Initially, I took the following approach to thinking about correcting for sample contamination:
For a given gene in cell type A, I was thinking I could approximate the observed counts (what I measured) as:
counts[observed] = proportion[A]*counts[A] + proportion[C]*counts[C]
I.e., a function of the counts I would observe in pure populations of A or C scaled by the proportion of those cell types in my sorted sample. I can use a handful of genes I believe are totally specific to cell type C to estimate my contamination rate (proportion[C]) as:
counts[observed] = proportion[A]*0 + proportion[C]*counts[C]
proportion[C] = counts[observed] / counts[C]
Again: I already have data from pure populations of cell type C and don't believe contamination is an issue for cell type C.
So I've done this to estimate my contamination rate (proportion of cell type C) in sorted samples A and B, and I can use that to estimate "corrected" counts by plugging into the above formula.
My questions are:
1) Is there any way to use these heavily modified counts with DESeq2? I feel like, processed in this way, the data have broken all of the assumptions that DESeq2 depends on. So I'm guessing not, but wanted to ask if there's a way to make them usable.
2) Is there an alternative way to incorporate my contamination rate estimates into the design formula in DESeq2 to correct for the different contamination rates when comparing A and B? One of the challenges (as I see it), is that the contamination rates affect the comparison in a gene-specific way, depending on how high the gene is expressed in C.
Thanks!
Awesome, thanks for your suggestion.
My colData matrix now looks something like this:
sample
A
B
C
A_1
0
0.999161006
0.000838994
A_2
0
0.999457391
0.000542609
A_3
0
0.999160568
0.000839432
B_1
0.992302794
0
0.007697206
B_2
0.989715739
0
0.010284261
B_3
0.993032484
0
0.006967516
C_1
0
0
1
C_2
0
0
1
C_3
0
0
1
However, due to the way I'm estimating my contamination rates/the assumption I'm making about the cell types in my sorted sample, this matrix is not full rank. I.e., once I estimate proportion[C] for each sample, proportion[A] or proportion[B] is 1 - proportion[C]. So when I try to run DESeq2, I get the error that the model matrix is not full rank.
1) Is there a way around this/am I not implementing your suggestion correctly?
If I'm still able to use this approach, I have a follow-up question about extracting the results. For a standard design (design = ~ cell_type), I'm testing whether or not my cell_type factor (A, B, or C) is a significant predictor of the level of expression of an individual gene, and I can use contrasts to directly compare A vs. B. With the new design (A, B, and C are now proportions and design = ~ A + B + C), I'm testing if the estimated proportion of A or B or C is a significant predictor of the level of expression of an individual gene. Correct?
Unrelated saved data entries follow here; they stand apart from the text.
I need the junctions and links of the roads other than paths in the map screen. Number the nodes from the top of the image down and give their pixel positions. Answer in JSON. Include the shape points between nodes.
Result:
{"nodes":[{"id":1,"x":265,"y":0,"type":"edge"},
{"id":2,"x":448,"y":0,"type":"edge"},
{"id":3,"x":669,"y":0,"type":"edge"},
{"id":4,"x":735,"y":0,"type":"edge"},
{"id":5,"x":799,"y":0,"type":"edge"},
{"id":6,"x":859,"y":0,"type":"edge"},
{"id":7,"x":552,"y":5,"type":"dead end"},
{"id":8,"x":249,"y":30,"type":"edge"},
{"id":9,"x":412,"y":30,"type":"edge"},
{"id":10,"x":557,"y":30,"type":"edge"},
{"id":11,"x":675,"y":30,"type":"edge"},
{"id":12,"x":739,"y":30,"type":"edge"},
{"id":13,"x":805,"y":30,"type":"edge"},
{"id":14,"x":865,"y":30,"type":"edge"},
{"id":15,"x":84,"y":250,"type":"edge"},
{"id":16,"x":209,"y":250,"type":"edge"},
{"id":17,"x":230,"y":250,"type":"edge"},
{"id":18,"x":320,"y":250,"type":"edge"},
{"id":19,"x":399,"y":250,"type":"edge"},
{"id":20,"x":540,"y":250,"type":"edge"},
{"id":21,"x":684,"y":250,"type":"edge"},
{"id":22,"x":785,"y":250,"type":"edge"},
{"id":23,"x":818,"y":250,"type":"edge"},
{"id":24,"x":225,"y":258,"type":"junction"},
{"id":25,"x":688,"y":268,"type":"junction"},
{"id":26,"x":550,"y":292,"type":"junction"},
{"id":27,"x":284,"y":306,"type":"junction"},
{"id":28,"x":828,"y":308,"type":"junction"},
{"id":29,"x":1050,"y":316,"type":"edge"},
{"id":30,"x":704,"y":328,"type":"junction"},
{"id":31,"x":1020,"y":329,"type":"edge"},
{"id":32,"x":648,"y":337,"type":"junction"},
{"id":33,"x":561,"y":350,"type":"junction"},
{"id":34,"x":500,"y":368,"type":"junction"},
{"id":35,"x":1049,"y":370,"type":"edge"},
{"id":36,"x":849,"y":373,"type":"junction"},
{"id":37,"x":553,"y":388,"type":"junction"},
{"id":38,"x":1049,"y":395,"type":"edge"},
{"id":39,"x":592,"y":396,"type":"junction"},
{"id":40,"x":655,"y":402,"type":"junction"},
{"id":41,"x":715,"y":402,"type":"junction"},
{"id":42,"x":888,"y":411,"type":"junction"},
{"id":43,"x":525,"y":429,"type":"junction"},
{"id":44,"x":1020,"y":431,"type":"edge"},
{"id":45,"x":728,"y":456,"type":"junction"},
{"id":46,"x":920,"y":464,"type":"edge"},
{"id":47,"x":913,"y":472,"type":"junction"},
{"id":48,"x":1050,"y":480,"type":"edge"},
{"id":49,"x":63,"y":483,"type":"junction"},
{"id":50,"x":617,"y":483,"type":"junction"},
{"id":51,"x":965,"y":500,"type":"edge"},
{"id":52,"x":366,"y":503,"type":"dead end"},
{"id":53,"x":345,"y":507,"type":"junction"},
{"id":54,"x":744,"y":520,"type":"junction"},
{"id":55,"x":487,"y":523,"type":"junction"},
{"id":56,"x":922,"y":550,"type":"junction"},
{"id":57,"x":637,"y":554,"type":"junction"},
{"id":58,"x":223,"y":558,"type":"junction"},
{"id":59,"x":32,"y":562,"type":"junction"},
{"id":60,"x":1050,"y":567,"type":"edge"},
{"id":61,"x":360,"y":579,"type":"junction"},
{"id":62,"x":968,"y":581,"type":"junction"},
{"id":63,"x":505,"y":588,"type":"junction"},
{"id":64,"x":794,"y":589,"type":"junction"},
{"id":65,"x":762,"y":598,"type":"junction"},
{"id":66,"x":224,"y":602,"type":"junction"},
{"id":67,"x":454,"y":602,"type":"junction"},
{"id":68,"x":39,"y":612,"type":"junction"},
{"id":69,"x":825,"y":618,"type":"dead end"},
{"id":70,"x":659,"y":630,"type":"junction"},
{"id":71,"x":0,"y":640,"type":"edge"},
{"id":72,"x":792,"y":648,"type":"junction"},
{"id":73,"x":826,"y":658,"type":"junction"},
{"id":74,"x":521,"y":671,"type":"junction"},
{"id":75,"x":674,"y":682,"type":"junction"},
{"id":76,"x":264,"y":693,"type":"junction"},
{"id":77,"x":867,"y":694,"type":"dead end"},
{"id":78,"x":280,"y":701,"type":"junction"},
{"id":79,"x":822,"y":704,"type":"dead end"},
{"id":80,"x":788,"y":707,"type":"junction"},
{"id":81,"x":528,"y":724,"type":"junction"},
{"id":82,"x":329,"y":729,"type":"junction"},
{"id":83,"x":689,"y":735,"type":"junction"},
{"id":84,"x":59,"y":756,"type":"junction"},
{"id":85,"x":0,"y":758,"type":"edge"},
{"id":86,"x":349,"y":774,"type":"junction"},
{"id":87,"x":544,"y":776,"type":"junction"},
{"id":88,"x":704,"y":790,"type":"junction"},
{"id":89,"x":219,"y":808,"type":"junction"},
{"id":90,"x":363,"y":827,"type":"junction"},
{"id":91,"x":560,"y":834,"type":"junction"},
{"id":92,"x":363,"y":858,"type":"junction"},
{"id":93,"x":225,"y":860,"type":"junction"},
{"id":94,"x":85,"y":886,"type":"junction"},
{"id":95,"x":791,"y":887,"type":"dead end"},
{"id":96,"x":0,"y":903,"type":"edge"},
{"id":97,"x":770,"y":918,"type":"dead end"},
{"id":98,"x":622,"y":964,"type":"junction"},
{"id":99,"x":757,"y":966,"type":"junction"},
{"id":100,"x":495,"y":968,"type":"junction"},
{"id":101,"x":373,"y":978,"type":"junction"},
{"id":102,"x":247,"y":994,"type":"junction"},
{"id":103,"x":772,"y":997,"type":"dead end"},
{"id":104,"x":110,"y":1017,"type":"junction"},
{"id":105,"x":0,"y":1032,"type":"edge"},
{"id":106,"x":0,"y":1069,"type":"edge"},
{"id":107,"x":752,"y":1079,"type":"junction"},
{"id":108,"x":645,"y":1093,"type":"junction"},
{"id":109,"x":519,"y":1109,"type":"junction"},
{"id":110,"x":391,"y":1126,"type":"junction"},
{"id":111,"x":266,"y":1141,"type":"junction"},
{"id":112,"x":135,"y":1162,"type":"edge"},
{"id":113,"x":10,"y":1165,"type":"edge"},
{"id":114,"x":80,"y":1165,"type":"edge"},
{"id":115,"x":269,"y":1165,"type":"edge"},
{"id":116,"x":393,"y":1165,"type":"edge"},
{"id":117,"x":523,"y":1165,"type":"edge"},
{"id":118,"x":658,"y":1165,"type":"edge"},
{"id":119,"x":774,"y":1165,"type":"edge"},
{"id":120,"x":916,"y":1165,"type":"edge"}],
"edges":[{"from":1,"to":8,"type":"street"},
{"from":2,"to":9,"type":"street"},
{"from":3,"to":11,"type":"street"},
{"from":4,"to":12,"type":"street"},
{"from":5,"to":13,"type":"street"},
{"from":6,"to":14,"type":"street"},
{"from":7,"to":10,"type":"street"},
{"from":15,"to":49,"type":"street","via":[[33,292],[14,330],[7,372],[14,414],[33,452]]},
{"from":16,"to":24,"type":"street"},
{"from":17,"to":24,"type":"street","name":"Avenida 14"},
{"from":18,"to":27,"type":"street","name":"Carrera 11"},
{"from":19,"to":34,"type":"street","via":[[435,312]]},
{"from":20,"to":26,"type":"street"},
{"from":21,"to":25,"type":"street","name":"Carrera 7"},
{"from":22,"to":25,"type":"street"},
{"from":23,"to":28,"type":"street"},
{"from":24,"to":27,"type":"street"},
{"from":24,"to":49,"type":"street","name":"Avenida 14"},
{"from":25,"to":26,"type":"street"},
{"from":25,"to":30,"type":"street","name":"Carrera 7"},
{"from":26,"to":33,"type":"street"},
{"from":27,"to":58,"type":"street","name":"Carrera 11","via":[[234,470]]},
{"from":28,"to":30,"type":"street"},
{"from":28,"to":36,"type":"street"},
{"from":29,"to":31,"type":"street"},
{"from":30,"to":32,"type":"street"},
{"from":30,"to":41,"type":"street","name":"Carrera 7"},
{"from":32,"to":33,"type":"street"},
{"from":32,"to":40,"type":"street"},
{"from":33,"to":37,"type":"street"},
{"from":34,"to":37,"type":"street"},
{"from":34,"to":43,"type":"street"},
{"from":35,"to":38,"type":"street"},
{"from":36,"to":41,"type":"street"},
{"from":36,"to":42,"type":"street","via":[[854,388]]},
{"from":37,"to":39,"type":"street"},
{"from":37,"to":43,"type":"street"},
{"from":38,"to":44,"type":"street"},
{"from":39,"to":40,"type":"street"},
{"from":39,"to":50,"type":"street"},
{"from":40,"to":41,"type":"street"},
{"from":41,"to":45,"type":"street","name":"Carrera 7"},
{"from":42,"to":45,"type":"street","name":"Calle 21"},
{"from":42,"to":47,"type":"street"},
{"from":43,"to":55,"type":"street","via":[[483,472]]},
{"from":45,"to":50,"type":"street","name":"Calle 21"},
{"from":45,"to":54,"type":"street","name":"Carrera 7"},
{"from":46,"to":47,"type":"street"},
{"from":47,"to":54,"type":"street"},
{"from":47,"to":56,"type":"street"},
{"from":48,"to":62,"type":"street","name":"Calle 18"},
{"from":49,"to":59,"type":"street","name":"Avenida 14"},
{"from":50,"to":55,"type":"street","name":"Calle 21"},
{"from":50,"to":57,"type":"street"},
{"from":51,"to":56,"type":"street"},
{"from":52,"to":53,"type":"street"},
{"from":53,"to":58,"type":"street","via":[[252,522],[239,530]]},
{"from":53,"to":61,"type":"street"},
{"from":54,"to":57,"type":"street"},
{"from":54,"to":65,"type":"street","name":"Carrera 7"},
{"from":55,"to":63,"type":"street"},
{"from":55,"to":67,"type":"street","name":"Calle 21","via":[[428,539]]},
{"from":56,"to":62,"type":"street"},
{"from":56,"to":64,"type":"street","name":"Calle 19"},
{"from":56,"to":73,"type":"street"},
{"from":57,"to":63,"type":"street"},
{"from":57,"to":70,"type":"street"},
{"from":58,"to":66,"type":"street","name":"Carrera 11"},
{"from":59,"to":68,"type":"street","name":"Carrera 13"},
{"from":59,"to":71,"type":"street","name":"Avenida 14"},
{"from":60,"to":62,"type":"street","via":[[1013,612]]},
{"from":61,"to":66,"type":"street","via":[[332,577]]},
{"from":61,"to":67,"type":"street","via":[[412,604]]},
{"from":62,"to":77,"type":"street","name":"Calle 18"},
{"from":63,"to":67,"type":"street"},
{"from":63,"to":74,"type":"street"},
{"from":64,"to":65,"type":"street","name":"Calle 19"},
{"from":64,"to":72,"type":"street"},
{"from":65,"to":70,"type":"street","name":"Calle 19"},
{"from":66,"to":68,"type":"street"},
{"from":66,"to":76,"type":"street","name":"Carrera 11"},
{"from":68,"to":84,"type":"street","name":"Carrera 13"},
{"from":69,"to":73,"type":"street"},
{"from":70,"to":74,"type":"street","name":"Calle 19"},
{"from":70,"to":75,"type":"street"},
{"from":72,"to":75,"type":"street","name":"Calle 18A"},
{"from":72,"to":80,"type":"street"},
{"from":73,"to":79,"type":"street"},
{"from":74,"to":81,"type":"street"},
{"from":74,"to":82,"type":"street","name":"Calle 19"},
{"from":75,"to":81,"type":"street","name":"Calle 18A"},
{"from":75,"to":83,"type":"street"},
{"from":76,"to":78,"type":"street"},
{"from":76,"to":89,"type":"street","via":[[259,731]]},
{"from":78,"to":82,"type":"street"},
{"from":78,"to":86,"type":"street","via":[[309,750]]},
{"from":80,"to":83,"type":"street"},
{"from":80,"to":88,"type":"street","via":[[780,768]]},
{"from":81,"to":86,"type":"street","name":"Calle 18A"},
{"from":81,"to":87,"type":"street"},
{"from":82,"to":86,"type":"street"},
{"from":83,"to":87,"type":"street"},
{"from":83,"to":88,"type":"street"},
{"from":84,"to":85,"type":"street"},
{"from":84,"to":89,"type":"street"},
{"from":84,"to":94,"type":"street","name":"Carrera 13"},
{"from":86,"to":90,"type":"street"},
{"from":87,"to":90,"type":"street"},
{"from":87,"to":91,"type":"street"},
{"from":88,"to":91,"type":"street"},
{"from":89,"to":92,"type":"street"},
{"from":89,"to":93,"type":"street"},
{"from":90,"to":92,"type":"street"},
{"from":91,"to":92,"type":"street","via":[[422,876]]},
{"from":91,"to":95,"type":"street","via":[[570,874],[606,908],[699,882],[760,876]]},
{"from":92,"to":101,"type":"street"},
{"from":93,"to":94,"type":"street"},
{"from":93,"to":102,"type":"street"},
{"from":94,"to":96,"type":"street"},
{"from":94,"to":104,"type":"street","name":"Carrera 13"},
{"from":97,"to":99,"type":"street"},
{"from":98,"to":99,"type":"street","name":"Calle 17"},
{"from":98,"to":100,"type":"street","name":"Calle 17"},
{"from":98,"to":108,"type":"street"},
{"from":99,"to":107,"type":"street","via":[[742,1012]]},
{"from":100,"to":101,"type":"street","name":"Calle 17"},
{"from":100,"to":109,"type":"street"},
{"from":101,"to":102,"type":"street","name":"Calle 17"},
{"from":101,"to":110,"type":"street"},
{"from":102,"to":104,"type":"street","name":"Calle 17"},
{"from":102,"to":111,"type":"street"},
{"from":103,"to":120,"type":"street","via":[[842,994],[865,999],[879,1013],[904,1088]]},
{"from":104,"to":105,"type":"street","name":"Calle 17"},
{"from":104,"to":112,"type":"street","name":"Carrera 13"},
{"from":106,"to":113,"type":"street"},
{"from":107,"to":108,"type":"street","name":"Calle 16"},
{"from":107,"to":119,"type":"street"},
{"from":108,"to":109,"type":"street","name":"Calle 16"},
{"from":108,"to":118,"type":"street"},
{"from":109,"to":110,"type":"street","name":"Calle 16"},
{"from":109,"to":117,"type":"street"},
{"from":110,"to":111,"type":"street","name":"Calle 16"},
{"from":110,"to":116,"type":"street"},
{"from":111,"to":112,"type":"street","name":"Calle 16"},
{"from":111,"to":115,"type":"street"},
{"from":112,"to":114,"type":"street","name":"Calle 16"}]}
If so,
2) how can I structure my test/use contrasts to directly test for genes that are differentially expressed between pure populations of A and B?
Thanks again for your help.
Sorry, I should have said
design ~ A + B + C -1
so that we're not attempting to fit with rank-deficient matrix.I think you should then be able to estimate the A vs B identically to how you would if you'd had pure 0's and 1's in the matrix, so
results(..., contrast=list("A", "B"))
will give the estimate of fold-change. You may need to switch the betaPrior part of DESeq off, and there may be other issues around the subtleties of how DESeq2 does it's fitting, so I'd take quite a bit of time checking how sensible the results you get out are, but conceptually I think this is a correct way of preceding.Thanks, again (sorry for the slow response). I went ahead and tried this. Conceptually, I think it's exactly what I was asking for. In practice, I don't do as good of a job as I would like/need (among genes that I strongly believe are due to differential contamination, I drop some from my differentially expressed gene list, but I retain a lot). So I think, going forward, I'll probably just test for differential expression under a standard model (~cell_type) and do some post-hoc filtering to prioritize genes that I think are specific to my cell types A and B.
Regardless, thank you very much for the suggestion and explanation. A forum/posting question: should I accept your response as an answer since, conceptually, it's what I was looking for? Or should I accept Michael's answer, since it may explain why, in practice, this did not perform as I'd hoped?